途中で、なんだかアイテムボックスが血生臭くなりそうだったので、獲物だけ別にしまえないかと考えていたら、データをフォルダ分けするみたいに、あっさりと別空間が仕分ける事も出来たので、結界師としての能力も地味にあがってきている気がする。

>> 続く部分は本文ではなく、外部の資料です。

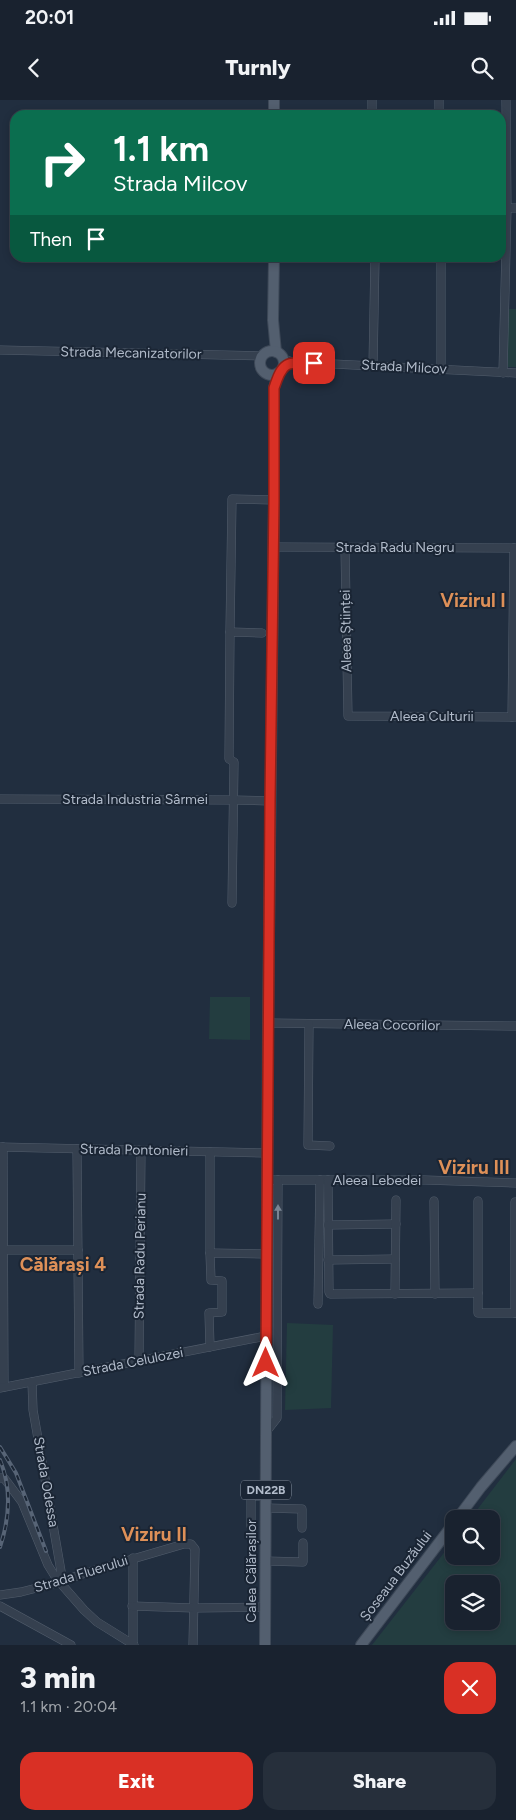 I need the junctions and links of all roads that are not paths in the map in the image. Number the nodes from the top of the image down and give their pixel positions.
1 (274, 262) edge
2 (375, 262) edge
3 (441, 262) edge
4 (504, 262) edge
5 (0, 350) edge
6 (277, 360) junction
7 (373, 366) junction
8 (441, 370) junction
9 (503, 372) junction
10 (266, 373) junction
11 (516, 373) edge
12 (274, 388) junction
13 (274, 500) junction
14 (274, 547) junction
15 (345, 547) junction
16 (515, 548) edge
17 (230, 632) junction
18 (262, 633) dead end
19 (348, 716) joint
20 (514, 717) edge
21 (0, 799) edge
22 (233, 800) junction
23 (270, 801) junction
24 (232, 903) dead end
25 (268, 1023) junction
26 (308, 1024) junction
27 (516, 1026) edge
28 (330, 1146) dead end
29 (2, 1147) edge
30 (77, 1149) junction
31 (140, 1151) junction
32 (210, 1152) junction
33 (267, 1153) junction
34 (267, 1180) junction
35 (278, 1180) junction
36 (324, 1180) junction
37 (516, 1183) edge
38 (396, 1200) dead end
39 (434, 1201) dead end
40 (478, 1201) dead end
41 (515, 1202) edge
42 (396, 1224) junction
43 (328, 1225) junction
44 (1, 1250) edge
45 (78, 1250) junction
46 (210, 1253) junction
47 (267, 1254) junction
48 (395, 1259) junction
49 (328, 1260) junction
50 (478, 1293) junction
51 (395, 1294) junction
52 (435, 1294) junction
53 (318, 1304) dead end
54 (515, 1313) edge
55 (266, 1336) junction
56 (210, 1347) junction
57 (139, 1361) junction
58 (79, 1373) junction
59 (32, 1382) junction
60 (2, 1388) edge
61 (266, 1432) junction
62 (516, 1446) edge
63 (2, 1478) edge
64 (266, 1496) junction
65 (266, 1508) junction
66 (464, 1510) edge
67 (251, 1526) dead end
68 (302, 1528) dead end
69 (445, 1535) edge
70 (303, 1543) dead end
71 (133, 1558) junction
72 (265, 1561) junction
73 (60, 1582) junction
74 (0, 1595) edge
75 (0, 1606) edge
76 (132, 1606) junction
77 (265, 1607) junction
78 (194, 1608) junction
79 (71, 1645) edge
80 (134, 1645) edge
81 (193, 1645) edge
82 (264, 1645) edge
83 (361, 1645) edge

1 - 6 main road, Calea Călărașilor / DN22B
2 - 7 street
3 - 8 street
4 - 9 street
5 - 6 street, Strada Mecanizatorilor
6 - 7 street, Strada Milcov
6 - 10 main road
6 - 10 main road, DN22B
6 - 12 main road, Calea Călărașilor / DN22B
7 - 8 street, Strada Milcov
8 - 9 street, Strada Milcov
9 - 11 street, Strada Milcov
10 - 12 main road, Calea Călărașilor / DN22B
12 - 13 main road, Calea Călărașilor / DN22B
13 - 14 main road, Calea Călărașilor / DN22B
13 - 17 street
14 - 15 street, Strada Radu Negru
14 - 23 main road, Calea Călărașilor / DN22B
15 - 16 street, Strada Radu Negru
15 - 19 street, Aleea Științei
16 - 20 street
17 - 18 street
17 - 22 street
19 - 20 street, Aleea Culturii
21 - 22 street, Strada Industria Sârmei
22 - 23 street, Strada Industria Sârmei
22 - 24 street
23 - 25 main road, Calea Călărașilor / DN22B
25 - 26 street, Aleea Cocorilor
25 - 33 main road, Calea Călărașilor / DN22B
26 - 27 street, Aleea Cocorilor
26 - 28 street
29 - 30 street, Strada Pontonieri
29 - 44 street
30 - 31 street, Strada Pontonieri
30 - 45 street
31 - 32 street, Strada Pontonieri
31 - 57 street, Strada Radu Perianu
32 - 33 street, Strada Pontonieri
32 - 46 street
33 - 34 main road, Calea Călărașilor / DN22B
34 - 35 street, Aleea Lebedei
34 - 47 main road, Calea Călărașilor / DN22B
35 - 36 street, Aleea Lebedei
61 -> 35 street
36 - 37 street, Aleea Lebedei
36 - 43 street
36 - 53 street
38 - 42 street
39 - 52 street
40 - 50 street
41 - 54 street
42 - 43 street
42 - 48 street
43 - 49 street
44 - 45 street
44 - 60 street
45 - 58 street
46 - 47 street
46 - 56 street
47 - 55 main road, Calea Călărașilor / DN22B
48 - 49 street
48 - 51 street
49 - 51 street
50 - 52 street
50 - 54 street
51 - 52 street
55 - 56 street, Strada Celulozei
55 - 61 main road, Calea Călărașilor / DN22B
56 - 57 street, Strada Celulozei
57 - 58 street, Strada Celulozei
58 - 59 street, Strada Celulozei
59 - 60 street, Strada Celulozei
59 - 73 street, Strada Odessa
61 - 64 main road, Calea Călărașilor / DN22B
62 - 66 main road
63 - 73 street, Strada Odessa
64 - 65 main road, Calea Călărașilor / DN22B
64 - 67 street
65 - 68 street
65 - 72 main road, Calea Călărașilor / DN22B
69 - 83 main road, Șoseaua Buzăului
70 - 72 street
71 - 73 street, Strada Fluerului
71 - 76 street
71 - 78 street, Strada Fluerului
72 - 77 main road, Calea Călărașilor / DN22B
73 - 74 street, Strada Fluerului
73 - 80 street, Strada Odessa
75 - 79 street
76 - 78 street
76 - 80 street
77 - 78 street
77 - 82 main road, Calea Călărașilor / DN22B
78 - 81 street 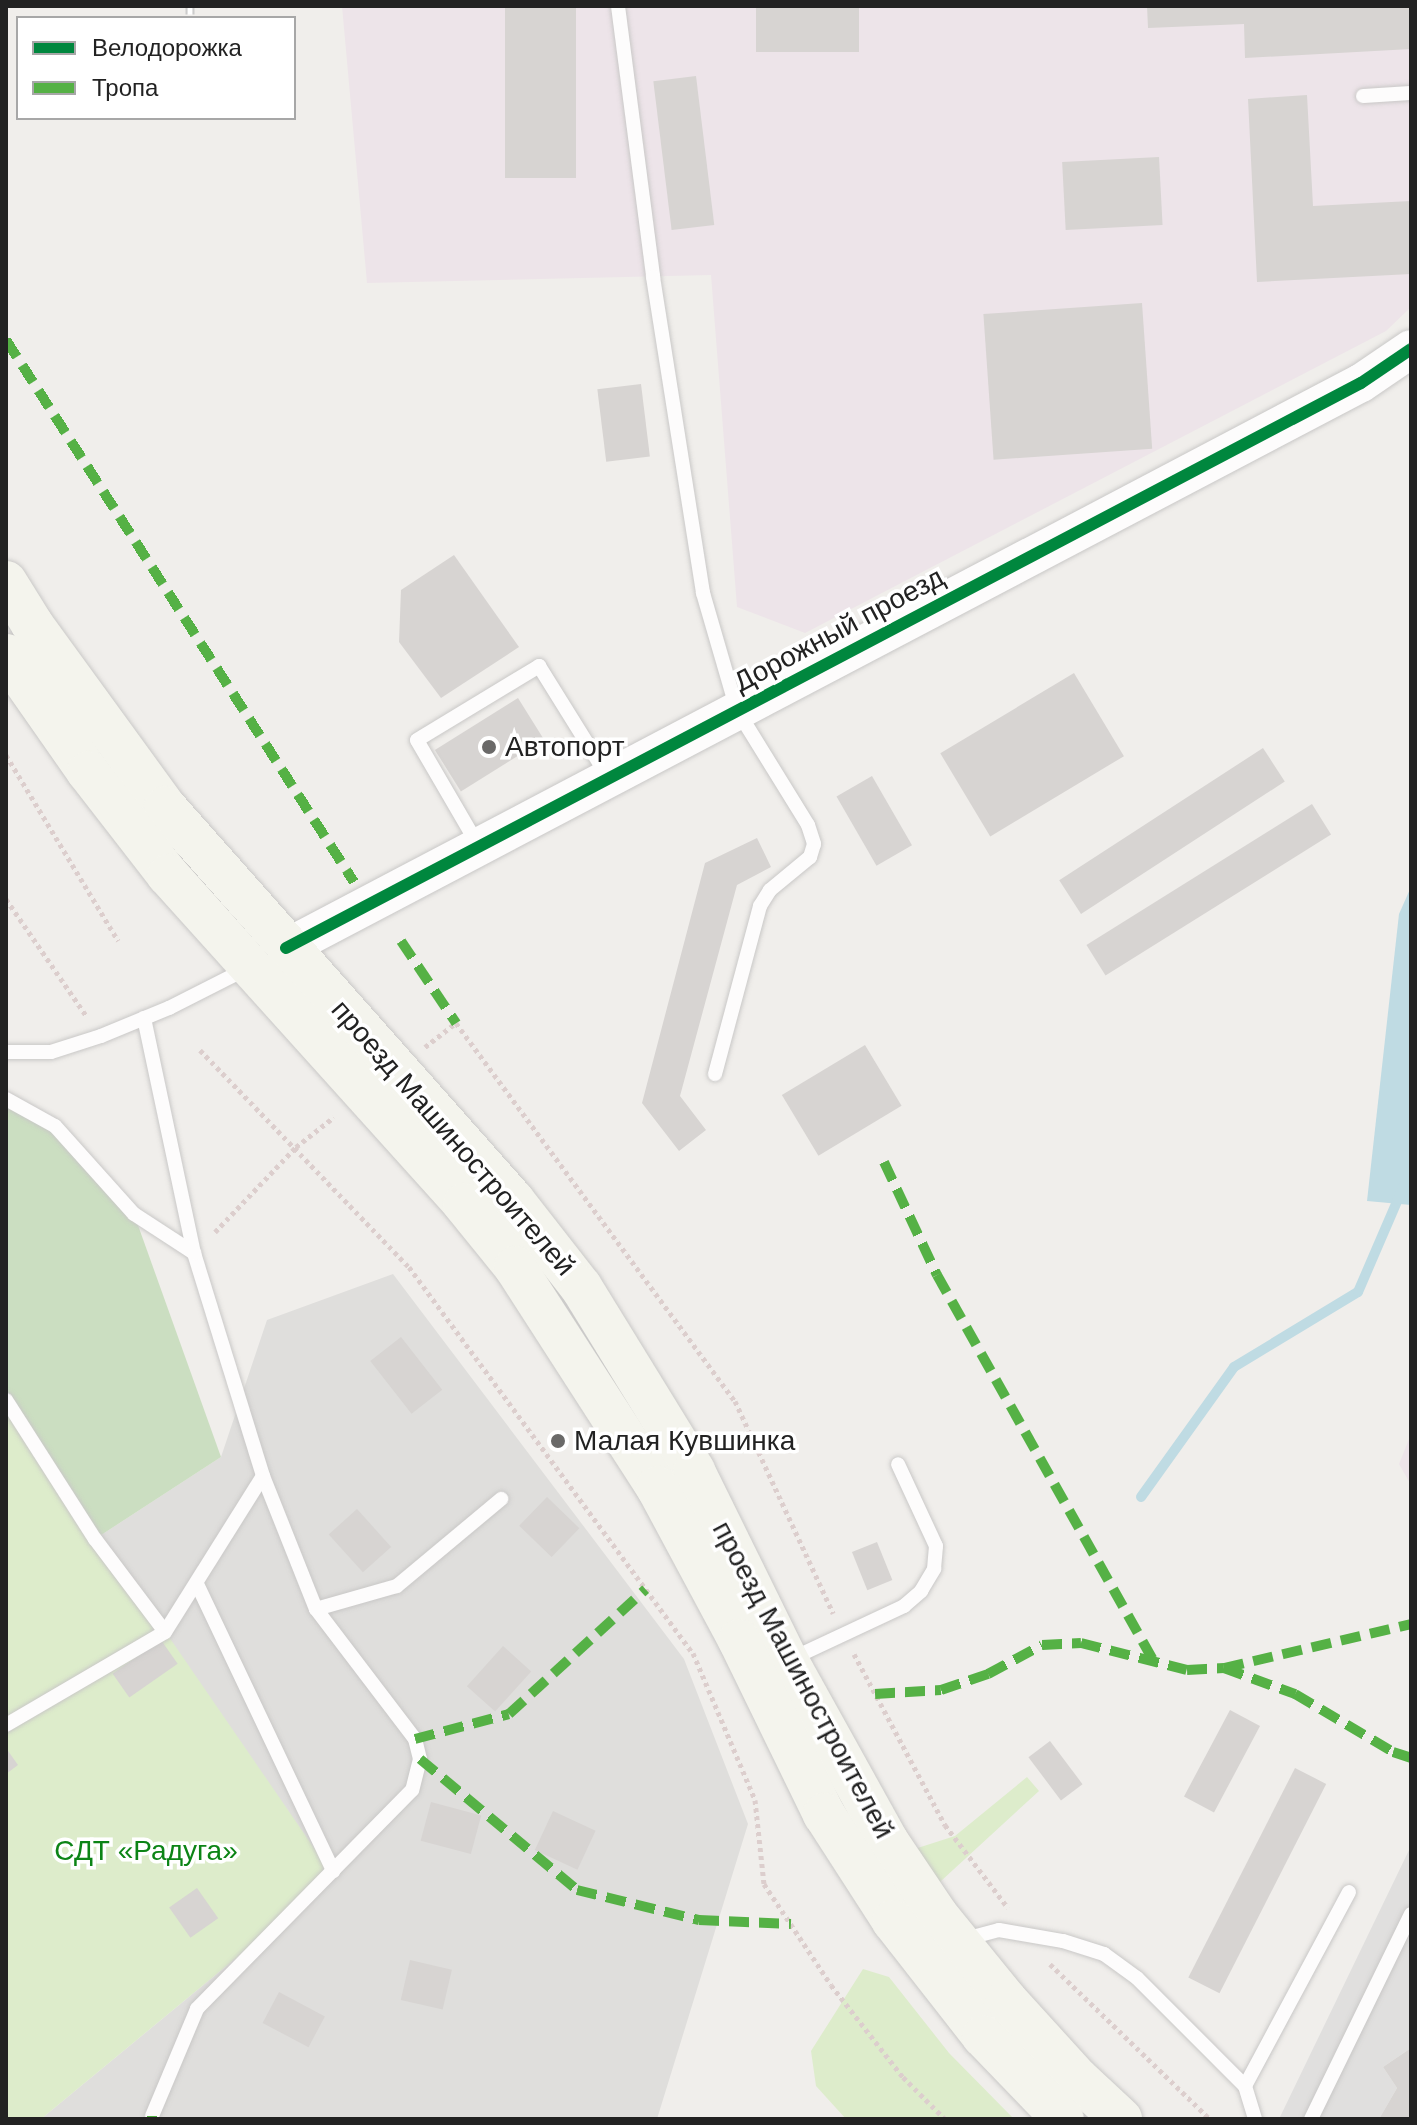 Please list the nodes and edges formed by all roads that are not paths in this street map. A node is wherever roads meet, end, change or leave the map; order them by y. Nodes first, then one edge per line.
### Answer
1 (618, 6) edge
2 (1411, 93) edge
3 (1363, 96) dead end
4 (1411, 349) edge
5 (6, 582) edge
6 (6, 655) edge
7 (737, 710) junction
8 (608, 777) junction
9 (480, 847) junction
10 (286, 948) junction
11 (249, 967) junction
12 (144, 1018) junction
13 (6, 1052) edge
14 (715, 1074) dead end
15 (6, 1099) edge
16 (194, 1253) junction
17 (8, 1409) edge
18 (898, 1464) dead end
19 (263, 1476) junction
20 (501, 1499) dead end
21 (197, 1584) junction
22 (316, 1609) junction
23 (165, 1632) junction
24 (772, 1668) junction
25 (6, 1725) edge
26 (333, 1871) junction
27 (1349, 1892) dead end
28 (1411, 1914) edge
29 (957, 1941) junction
30 (1245, 2086) junction
31 (152, 2116) dead end
32 (1063, 2119) edge
33 (1121, 2119) edge
34 (1255, 2119) edge
35 (1311, 2119) edge

1 - 7 lane
2 - 3 lane
4 - 7 street, Дорожный проезд
5 - 10 main road, проезд Машиностроителей
6 - 11 main road, проезд Машиностроителей
7 - 8 street, Дорожный проезд
7 - 14 lane
8 - 9 street, Дорожный проезд
8 - 9 lane
9 - 10 street, Дорожный проезд
10 - 11 main road
10 - 24 main road, проезд Машиностроителей
11 - 12 lane
11 - 24 main road, проезд Машиностроителей
12 - 13 lane
12 - 16 lane
15 - 16 lane
16 - 19 lane
17 - 23 lane
18 - 24 lane
19 - 21 lane
19 - 22 lane
20 - 22 lane
21 - 23 lane
21 - 26 lane
22 - 26 lane
23 - 25 lane
24 - 29 main road, проезд Машиностроителей
24 - 32 main road, проезд Машиностроителей
26 - 31 lane
27 - 30 lane
28 - 35 lane
29 - 30 lane
29 - 33 main road, проезд Машиностроителей
30 - 34 lane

逃走資金も溜まるし、経験値も溜まるしで、最近は森が宝の山に見えてくるくらいだ。そして何よりも、レベルがあがってステータスが変化した事が何よりも嬉しい。
名前 : ニコラ・ヴォルフガング
種族 : 人間(転生者)
職業 : 結界師sss
LV 18
HP 90/90
MP 70000/70000
【固有スキル】結界
【派生スキル】時空間(多重)、造形、探知
【スキル】
言語理解
少し伸び悩んでいた諸々のステータスが、底上げされた事もそうだが、派生スキルが増えたのだ。
まず一つが時空間(多重)。
時空間さんも使い勝手が良いのに、その時空間さんに多重がついた。恐らくフォルダ分け出来た事で多重がついたのだろう。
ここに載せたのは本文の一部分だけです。